Source code for mmocr.models.textdet.necks.fpn_cat

# Copyright (c) OpenMMLab. All rights reserved.
import torch
import torch.nn as nn
import torch.nn.functional as F
from mmcv.cnn import ConvModule
from mmcv.runner import BaseModule, ModuleList, Sequential, auto_fp16

from mmocr.models.builder import NECKS


[docs]@NECKS.register_module()
class FPNC(BaseModule):
    """FPN-like fusion module in Real-time Scene Text Detection with
    Differentiable Binarization.

    This was partially adapted from https://github.com/MhLiao/DB and
    https://github.com/WenmuZhou/DBNet.pytorch.

    Args:
        in_channels (list[int]): A list of numbers of input channels.
        lateral_channels (int): Number of channels for lateral layers.
        out_channels (int): Number of output channels.
        bias_on_lateral (bool): Whether to use bias on lateral convolutional
            layers.
        bn_re_on_lateral (bool): Whether to use BatchNorm and ReLU
            on lateral convolutional layers.
        bias_on_smooth (bool): Whether to use bias on smoothing layer.
        bn_re_on_smooth (bool): Whether to use BatchNorm and ReLU on smoothing
            layer.
        asf_cfg (dict): Adaptive Scale Fusion module configs. The
            attention_type can be 'ScaleChannelSpatial'.
        conv_after_concat (bool): Whether to add a convolution layer after
            the concatenation of predictions.
        init_cfg (dict or list[dict], optional): Initialization configs.
    """

    def __init__(self,
                 in_channels,
                 lateral_channels=256,
                 out_channels=64,
                 bias_on_lateral=False,
                 bn_re_on_lateral=False,
                 bias_on_smooth=False,
                 bn_re_on_smooth=False,
                 asf_cfg=None,
                 conv_after_concat=False,
                 init_cfg=[
                     dict(type='Kaiming', layer='Conv'),
                     dict(
                         type='Constant', layer='BatchNorm', val=1., bias=1e-4)
                 ]):
        super().__init__(init_cfg=init_cfg)
        assert isinstance(in_channels, list)
        self.in_channels = in_channels
        self.lateral_channels = lateral_channels
        self.out_channels = out_channels
        self.num_ins = len(in_channels)
        self.bn_re_on_lateral = bn_re_on_lateral
        self.bn_re_on_smooth = bn_re_on_smooth
        self.asf_cfg = asf_cfg
        self.conv_after_concat = conv_after_concat
        self.lateral_convs = ModuleList()
        self.smooth_convs = ModuleList()
        self.num_outs = self.num_ins

        for i in range(self.num_ins):
            norm_cfg = None
            act_cfg = None
            if self.bn_re_on_lateral:
                norm_cfg = dict(type='BN')
                act_cfg = dict(type='ReLU')
            l_conv = ConvModule(
                in_channels[i],
                lateral_channels,
                1,
                bias=bias_on_lateral,
                conv_cfg=None,
                norm_cfg=norm_cfg,
                act_cfg=act_cfg,
                inplace=False)
            norm_cfg = None
            act_cfg = None
            if self.bn_re_on_smooth:
                norm_cfg = dict(type='BN')
                act_cfg = dict(type='ReLU')
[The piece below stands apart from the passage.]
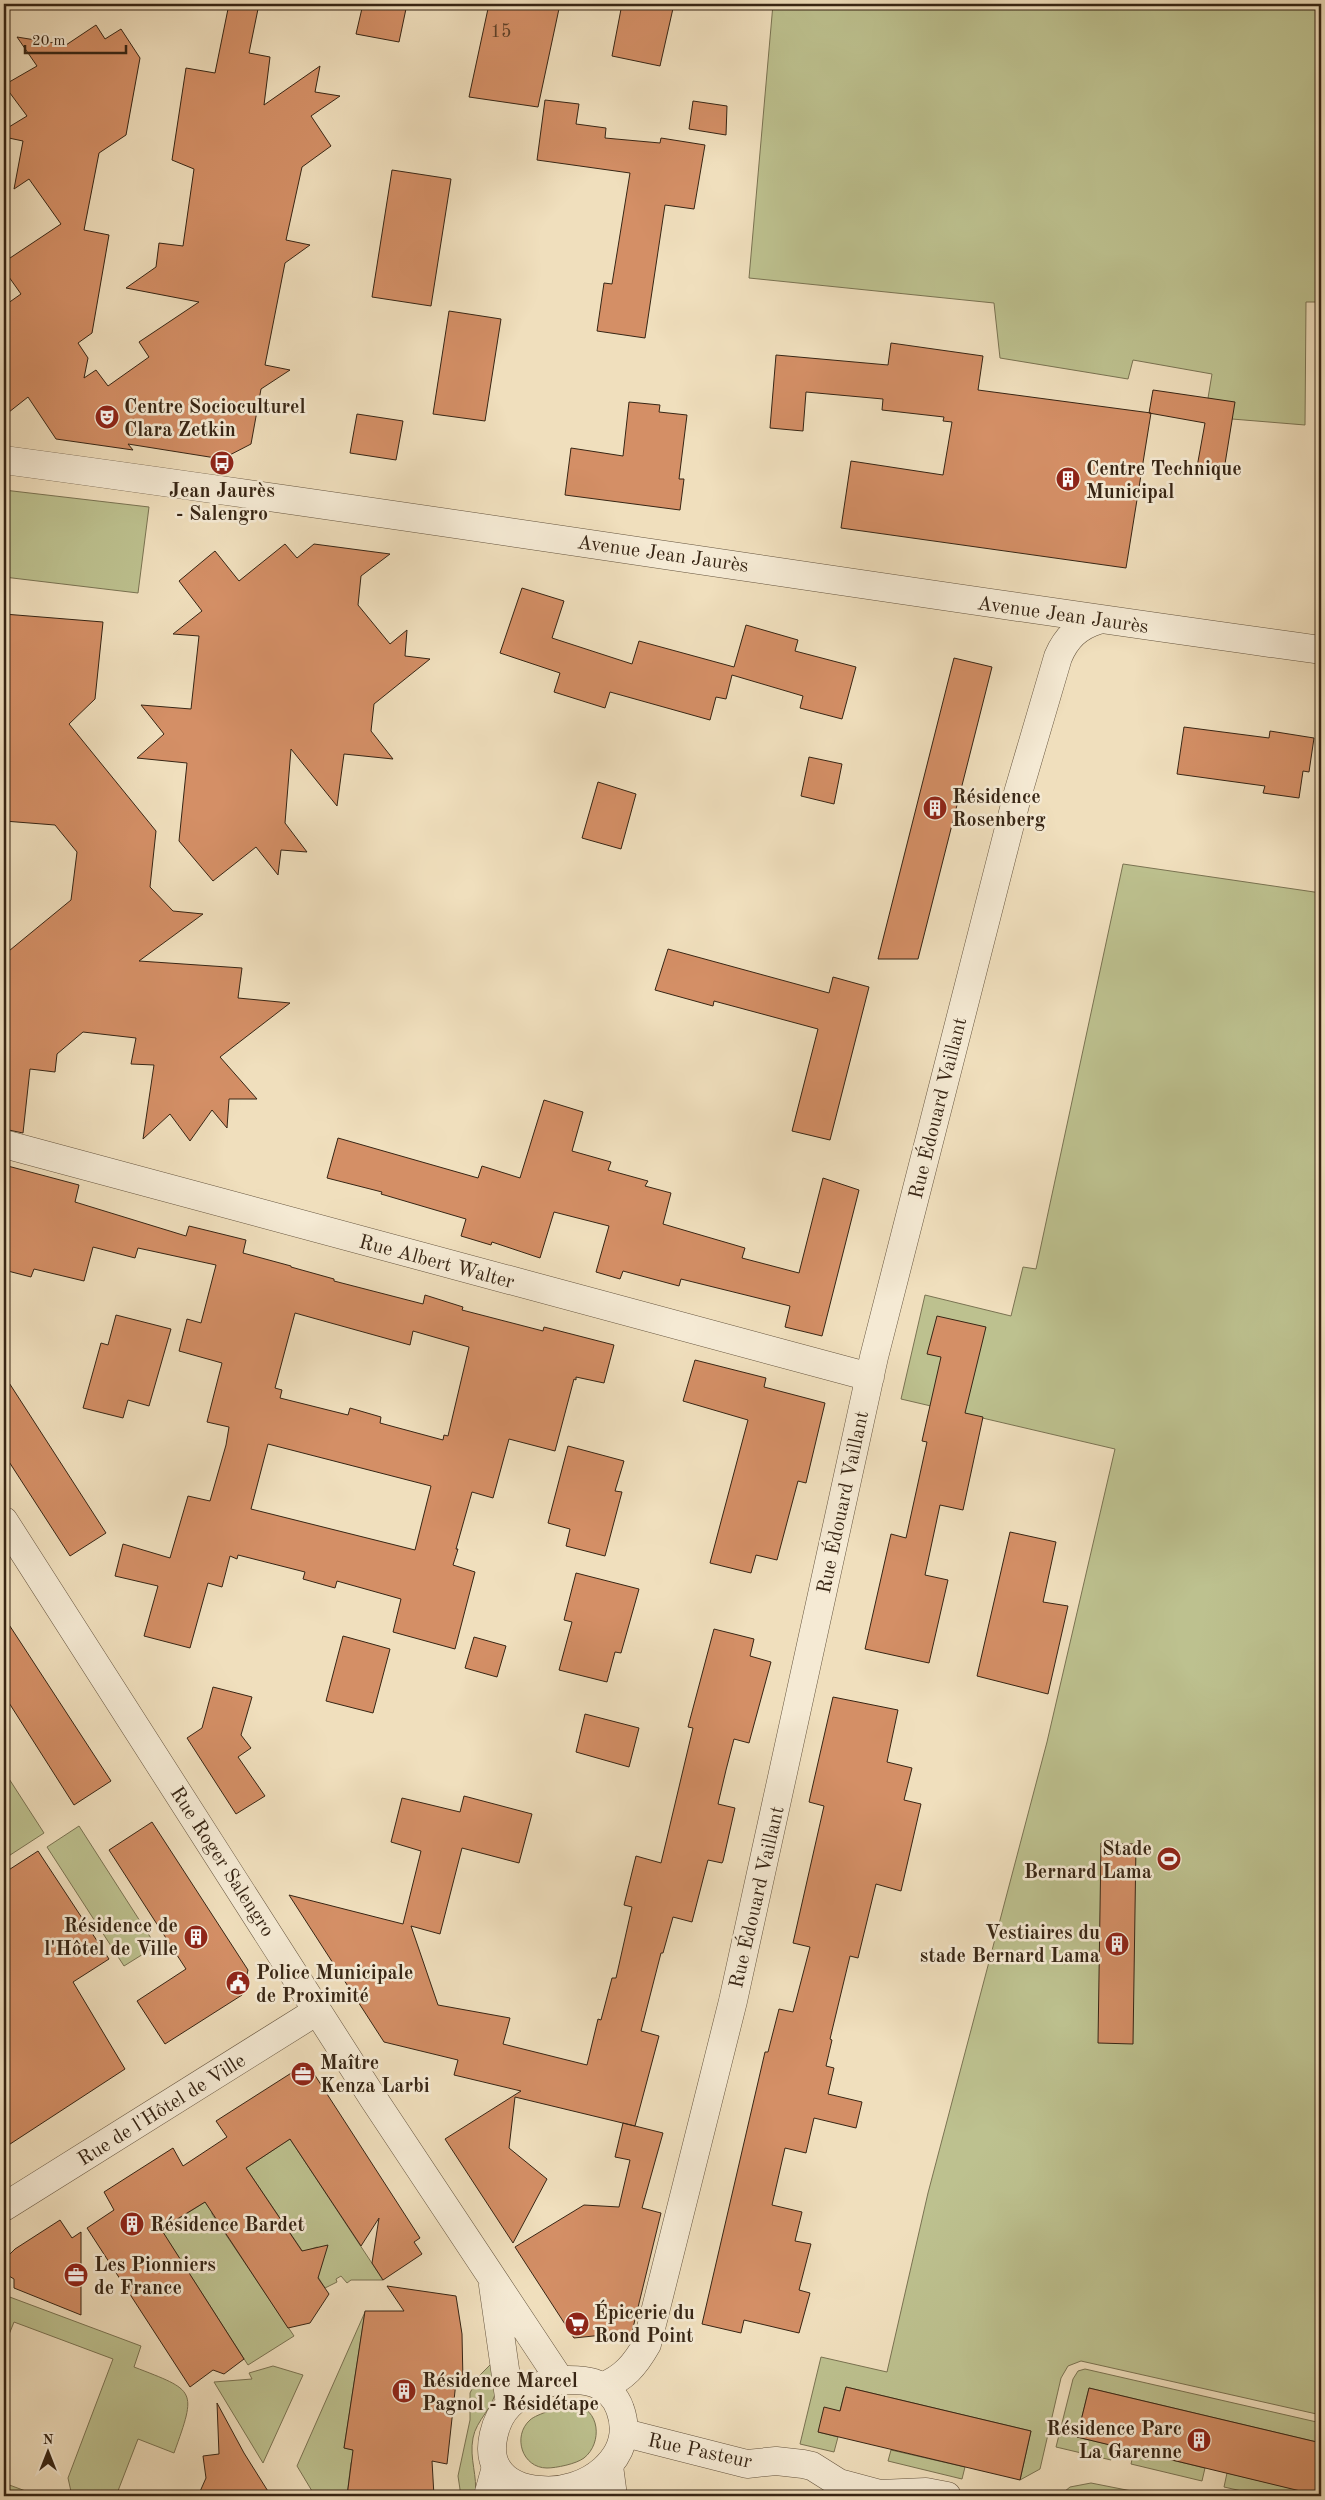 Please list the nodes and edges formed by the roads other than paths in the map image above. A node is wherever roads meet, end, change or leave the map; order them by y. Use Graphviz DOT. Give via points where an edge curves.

            smooth_conv = ConvModule(
                lateral_channels,
                out_channels,
                3,
                bias=bias_on_smooth,
                padding=1,
                conv_cfg=None,
                norm_cfg=norm_cfg,
                act_cfg=act_cfg,
                inplace=False)

            self.lateral_convs.append(l_conv)
            self.smooth_convs.append(smooth_conv)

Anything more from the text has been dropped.